* **Work required**:
From the entries below, list each line with "them".

-- Exercise materials follows --

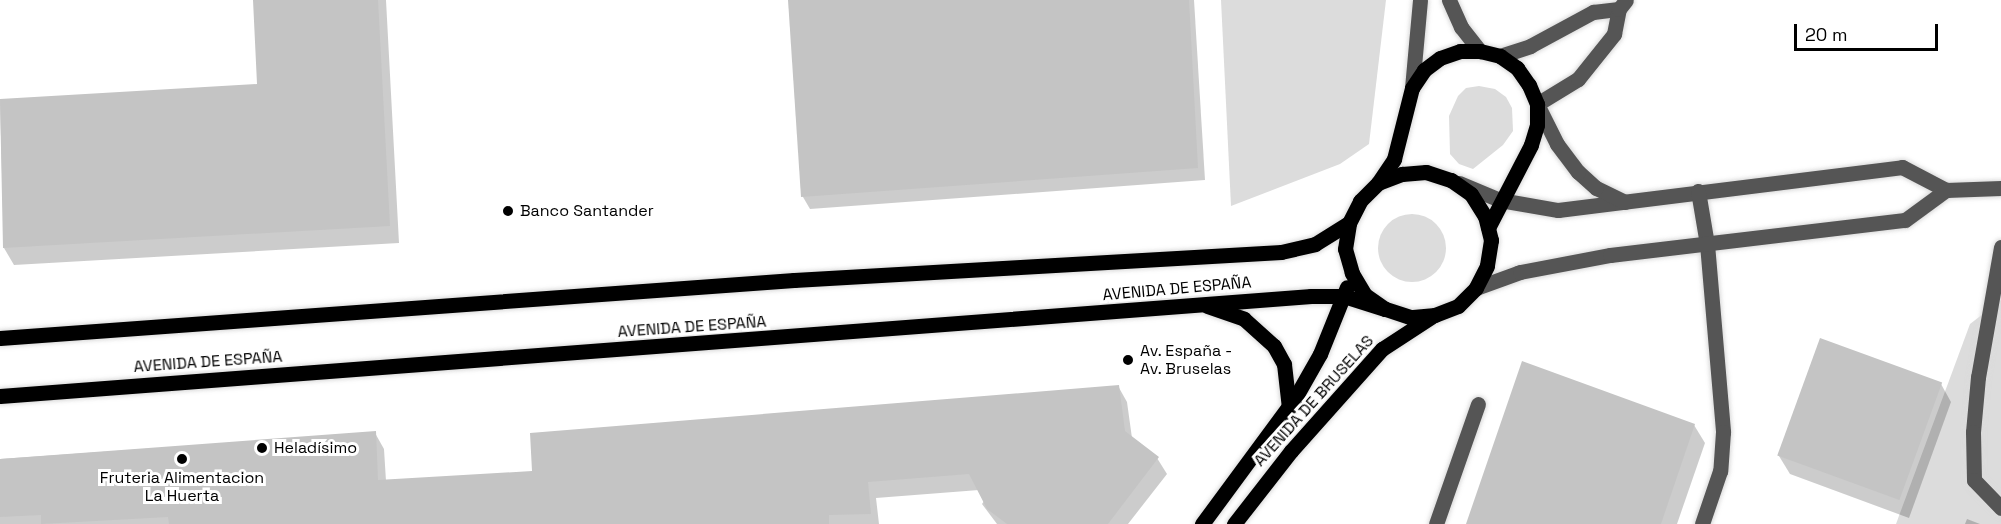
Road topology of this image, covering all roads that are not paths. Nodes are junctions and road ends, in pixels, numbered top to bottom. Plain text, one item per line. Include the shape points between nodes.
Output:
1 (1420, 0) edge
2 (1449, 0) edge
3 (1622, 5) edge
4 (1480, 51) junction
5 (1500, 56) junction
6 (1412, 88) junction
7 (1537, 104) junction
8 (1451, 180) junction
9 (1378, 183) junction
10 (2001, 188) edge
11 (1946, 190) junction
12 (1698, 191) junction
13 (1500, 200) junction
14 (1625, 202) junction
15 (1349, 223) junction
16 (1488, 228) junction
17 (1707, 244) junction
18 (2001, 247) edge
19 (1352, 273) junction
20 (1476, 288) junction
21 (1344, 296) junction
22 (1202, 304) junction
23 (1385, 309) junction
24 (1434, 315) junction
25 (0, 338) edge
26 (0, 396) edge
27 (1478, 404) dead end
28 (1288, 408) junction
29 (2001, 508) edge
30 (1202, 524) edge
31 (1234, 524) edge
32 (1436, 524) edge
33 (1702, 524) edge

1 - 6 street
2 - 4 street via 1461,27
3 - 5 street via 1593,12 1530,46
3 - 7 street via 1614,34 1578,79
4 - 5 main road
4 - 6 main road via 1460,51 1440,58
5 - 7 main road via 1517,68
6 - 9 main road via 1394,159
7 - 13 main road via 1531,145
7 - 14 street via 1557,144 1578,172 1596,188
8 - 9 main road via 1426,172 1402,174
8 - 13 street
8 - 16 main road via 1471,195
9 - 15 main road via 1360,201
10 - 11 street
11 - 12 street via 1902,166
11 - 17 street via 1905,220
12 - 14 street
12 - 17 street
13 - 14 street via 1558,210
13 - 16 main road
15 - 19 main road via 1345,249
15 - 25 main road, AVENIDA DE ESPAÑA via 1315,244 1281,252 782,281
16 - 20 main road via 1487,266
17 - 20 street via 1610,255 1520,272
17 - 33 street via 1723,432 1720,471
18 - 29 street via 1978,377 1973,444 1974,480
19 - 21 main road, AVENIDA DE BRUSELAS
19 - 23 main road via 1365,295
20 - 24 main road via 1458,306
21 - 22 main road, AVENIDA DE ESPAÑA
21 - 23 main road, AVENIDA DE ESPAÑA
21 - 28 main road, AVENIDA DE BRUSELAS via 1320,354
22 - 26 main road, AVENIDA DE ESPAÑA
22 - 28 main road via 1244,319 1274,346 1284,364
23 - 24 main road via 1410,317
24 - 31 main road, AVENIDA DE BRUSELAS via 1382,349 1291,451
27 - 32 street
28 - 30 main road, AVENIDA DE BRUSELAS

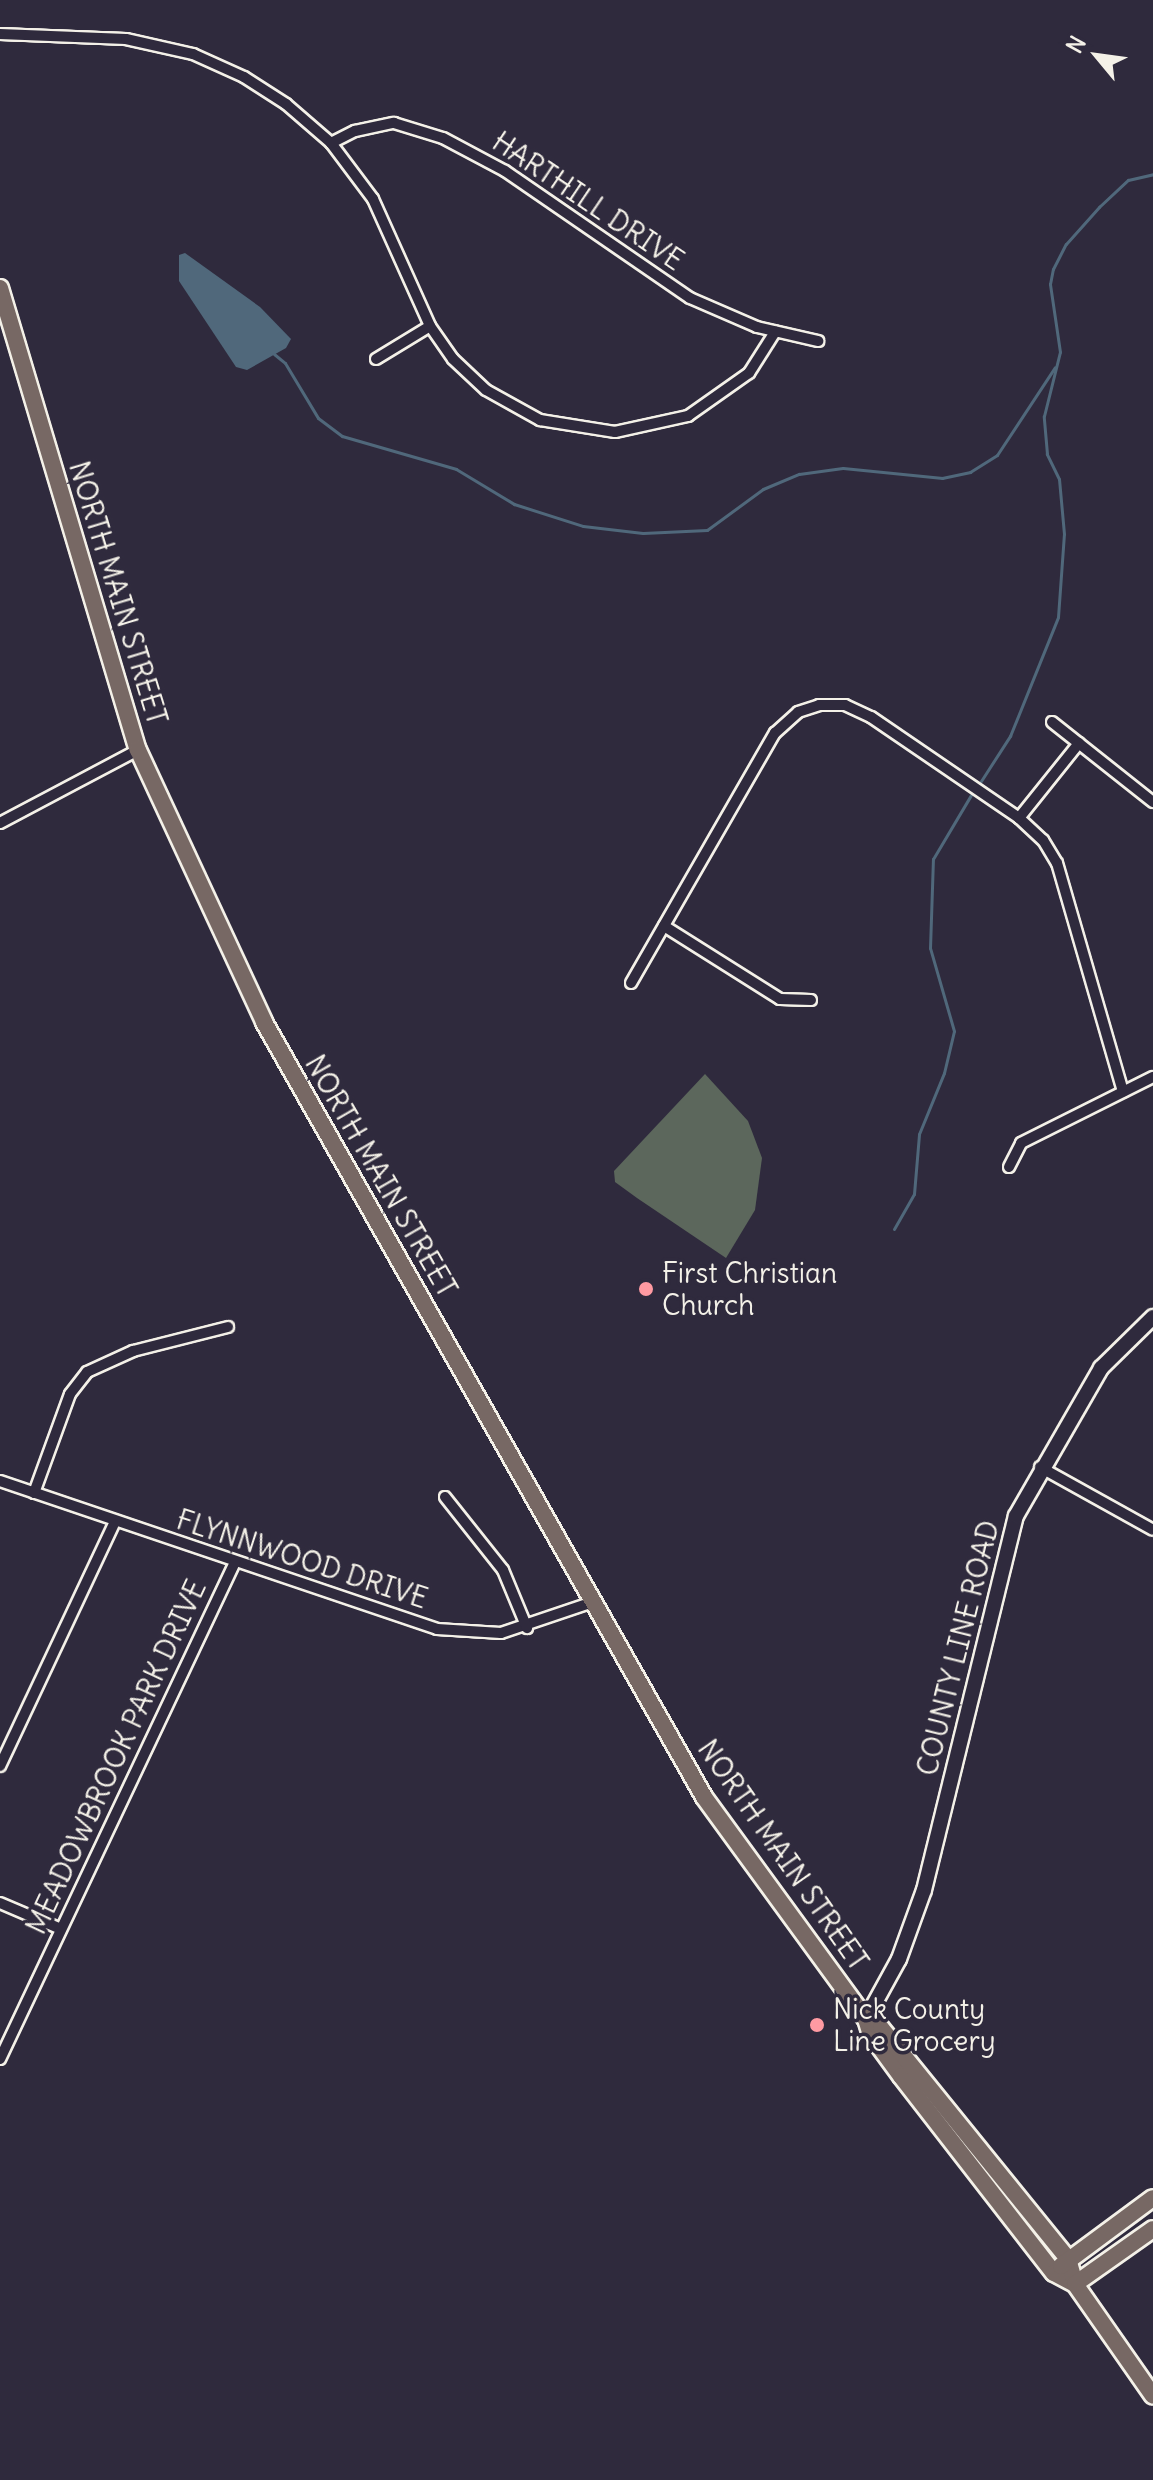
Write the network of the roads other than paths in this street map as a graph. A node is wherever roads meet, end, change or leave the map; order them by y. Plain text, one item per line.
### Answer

-- Exercise materials concluded --
-- Exercise materials follows --

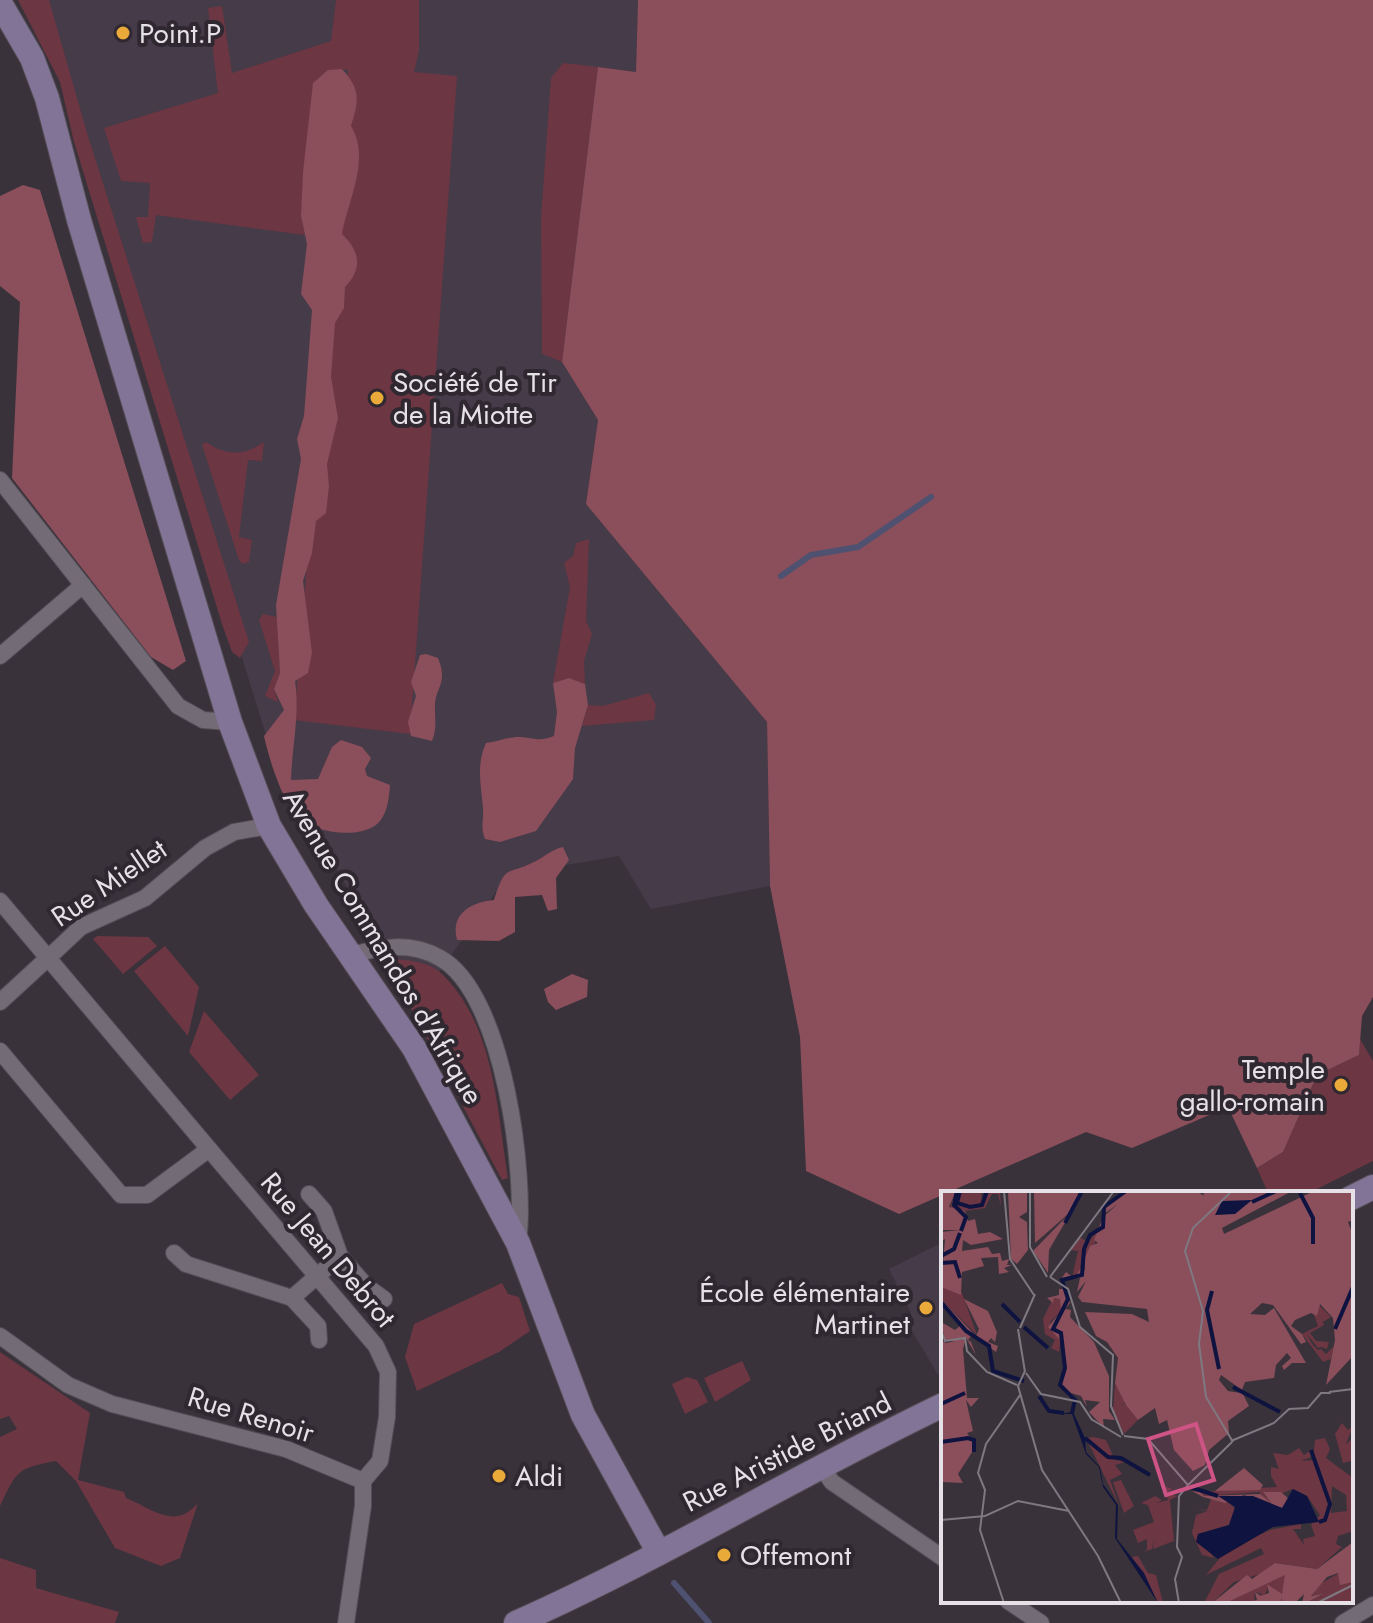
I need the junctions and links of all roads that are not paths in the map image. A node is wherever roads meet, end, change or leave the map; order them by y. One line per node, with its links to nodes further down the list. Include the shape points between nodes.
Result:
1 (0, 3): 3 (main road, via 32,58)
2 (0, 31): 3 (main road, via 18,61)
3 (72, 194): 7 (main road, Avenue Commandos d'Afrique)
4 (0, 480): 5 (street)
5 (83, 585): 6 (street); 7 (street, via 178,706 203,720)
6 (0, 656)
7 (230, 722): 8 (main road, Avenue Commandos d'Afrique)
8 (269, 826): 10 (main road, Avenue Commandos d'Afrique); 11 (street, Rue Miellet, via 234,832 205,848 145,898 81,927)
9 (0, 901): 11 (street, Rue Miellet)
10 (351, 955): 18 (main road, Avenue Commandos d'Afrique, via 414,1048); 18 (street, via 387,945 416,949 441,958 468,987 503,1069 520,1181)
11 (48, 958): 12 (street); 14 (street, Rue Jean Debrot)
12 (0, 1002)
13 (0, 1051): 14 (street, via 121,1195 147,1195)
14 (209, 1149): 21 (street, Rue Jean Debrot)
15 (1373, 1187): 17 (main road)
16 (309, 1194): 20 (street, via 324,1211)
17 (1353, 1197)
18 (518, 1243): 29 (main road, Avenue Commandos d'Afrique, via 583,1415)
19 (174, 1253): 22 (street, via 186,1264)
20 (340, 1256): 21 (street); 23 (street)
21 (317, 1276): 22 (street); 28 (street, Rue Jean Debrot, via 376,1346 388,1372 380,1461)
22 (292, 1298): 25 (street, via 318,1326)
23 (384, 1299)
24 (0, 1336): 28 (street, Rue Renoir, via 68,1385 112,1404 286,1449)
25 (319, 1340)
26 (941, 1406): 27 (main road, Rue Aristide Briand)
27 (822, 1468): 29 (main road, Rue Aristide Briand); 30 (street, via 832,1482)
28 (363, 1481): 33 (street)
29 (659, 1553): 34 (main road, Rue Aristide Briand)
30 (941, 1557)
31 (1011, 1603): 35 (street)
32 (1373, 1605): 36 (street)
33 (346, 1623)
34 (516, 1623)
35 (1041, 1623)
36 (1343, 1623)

-- Exercise materials concluded --

* **Task answer**:
Write the network of the roads other than paths in this street map as a graph. A node is wherever roads meet, end, change or leave the map; order them by y. Plain text, one item per line.
I need the junctions and links of all roads that are not paths in the map image. A node is wherever roads meet, end, change or leave the map; order them by y. One line per node, with its links to nodes further down the list. Include the shape points between nodes.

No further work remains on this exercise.